Le rapprochement avec ces grands festins gaulois popularisés par les textes antiques et la bande dessinée a motivé la reprise des fouilles sur le site. Elles y ont mis au jour un enclos rectangulaire, situé au centre du sanctuaire. Long d’une dizaine de mètres pour environ huit mètres de large, il se signalait par des alignements de blocs de basalte et de nombreux clous en fer servant à maintenir des cloisons en bois, doublées sur leur face interne d’un fossé comblé d’offrandes diverses. Un porche d’entrée monumental était ménagé sur sa façade nord. Une grande fosse était creusée à gauche de l’entrée, tandis qu’un gros bloc de basalte était disposé dans le même axe. La vocation religieuse des vestiges est confortée par la comparaison avec d’autres édifices cultuels, comme celui fouillé l’année précédente sur le site voisin de Clermont-Ferrand « Le Brézet » (L’Archéologue n°54). Son plan sera repris au mètre près, à l’époque romaine, par un bâtiment maçonné de fonction probablement identique, fréquenté jusqu‘à la fin du troisième siècle de notre ère.
Les textes antiques ont immortalisé les fastes d’un Prince arverne du nom de Louernios, qui semait de l’argent sur son passage et prodiguait victuailles et boissons en abondance, lors de grands festins tenus dans de vastes enclos.
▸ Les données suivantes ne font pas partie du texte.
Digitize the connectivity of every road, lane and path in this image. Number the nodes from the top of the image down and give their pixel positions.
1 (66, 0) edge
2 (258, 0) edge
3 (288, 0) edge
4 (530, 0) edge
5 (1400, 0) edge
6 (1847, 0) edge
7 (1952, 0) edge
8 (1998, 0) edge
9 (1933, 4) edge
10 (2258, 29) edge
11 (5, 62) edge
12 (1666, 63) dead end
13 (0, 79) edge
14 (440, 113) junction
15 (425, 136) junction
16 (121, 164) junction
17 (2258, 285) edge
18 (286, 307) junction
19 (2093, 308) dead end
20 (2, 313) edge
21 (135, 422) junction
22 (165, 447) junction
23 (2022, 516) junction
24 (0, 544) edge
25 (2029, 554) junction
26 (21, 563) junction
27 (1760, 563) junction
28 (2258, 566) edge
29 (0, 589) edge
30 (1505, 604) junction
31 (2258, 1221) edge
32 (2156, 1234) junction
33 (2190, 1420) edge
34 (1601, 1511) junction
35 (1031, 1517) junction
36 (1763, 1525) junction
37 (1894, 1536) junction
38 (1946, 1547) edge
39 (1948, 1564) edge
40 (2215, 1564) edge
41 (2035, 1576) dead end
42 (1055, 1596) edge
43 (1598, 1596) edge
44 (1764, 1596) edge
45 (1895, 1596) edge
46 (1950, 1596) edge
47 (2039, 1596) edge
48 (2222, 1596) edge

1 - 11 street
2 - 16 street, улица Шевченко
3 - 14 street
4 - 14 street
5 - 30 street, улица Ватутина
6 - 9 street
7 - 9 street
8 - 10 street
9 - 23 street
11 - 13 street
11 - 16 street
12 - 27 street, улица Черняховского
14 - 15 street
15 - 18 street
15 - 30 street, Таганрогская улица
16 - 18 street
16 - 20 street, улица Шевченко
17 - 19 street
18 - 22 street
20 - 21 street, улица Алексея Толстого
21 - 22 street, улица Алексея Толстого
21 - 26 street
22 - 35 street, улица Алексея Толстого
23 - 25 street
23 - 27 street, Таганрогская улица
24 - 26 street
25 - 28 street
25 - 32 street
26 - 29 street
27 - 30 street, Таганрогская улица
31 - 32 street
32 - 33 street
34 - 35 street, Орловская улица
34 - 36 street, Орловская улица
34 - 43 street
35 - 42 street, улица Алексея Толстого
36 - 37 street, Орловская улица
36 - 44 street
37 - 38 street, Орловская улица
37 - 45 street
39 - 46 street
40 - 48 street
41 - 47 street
La légende rejoint aujourd’hui la réalité, grâce à une fouille menée cet été sur le plateau volcanique de Corent dans le Puy-de-Dôme.
Des sondages effectués entre 1992 et 1993 y avaient mis en évidence un vaste sanctuaire d’époque romaine, entouré d’une galerie monumentale d’environ 70 m de côté. Il était précédé de vestiges datés du Néolithique à la fin de l’époque gauloise. Plusieurs pièces d’armement « sacrifiées » et de nombreuses monnaies y trahissaient l’existence d’un premier lieu de culte indigène fréquenté au Ier siècle avant notre ère. Fait plus inhabituel, son enceinte concentrait plusieurs dizaines de milliers d’ossements animaux et de tessons d’amphores à vin importées d’Italie.
Le mobilier recueilli se compose pour l’essentiel de céramiques et de restes animaux, consommés lors de repas collectifs. La prédominance des os de moutons et les traitements dont ils ont fait l’objet sont typiques des festins en vigueur sur les sanctuaires de cette période. Les rejets jugés impropres à la consommation ont été triés et regroupés dans certaines portions du fossé : crânes de moutons et pieds de bœufs d’un côté, mâchoires de moutons de l’autre. Ils étaient associés à des milliers de tessons d’amphores, dont plusieurs panses complètes soigneusement alignées au fond du fossé.
Ces vestiges attestés sous une forme identique sur deux sites de la Cité arverne définissent un nouveau type de sanctuaire spécialisé dans la pratique du festin cultuel. Précédée de sacrifices et de libations, elle se signale par des aménagements spécifiques : à savoir une pierre d’autel, peut-être utilisée pour la mise à mort des animaux, doublée d’une fosse faisant office « d’autel creux », destinée à recueillir le sang des victimes et le vin des amphores.
Les festins proprement-dits, dont les reliefs ont été regroupés dans le fossé d’enceinte, ne se déroulaient pas à l’intérieur de l’enclos, trop exigu pour cet usage. Face à l’entrée ont été repérés deux petits bâtiments pourvus chacun d’un foyer, dont le sol pavé d’amphores était également jonché de gros ossements animaux. L’étude des dépôts a permis d’établir que plusieurs repas se sont succédés à proximité de l’enclos, dans un laps de temps relativement rapproché. Ils mettaient en jeu, à chaque fois, des hectolitres de vin et des centaines de kilos de viande.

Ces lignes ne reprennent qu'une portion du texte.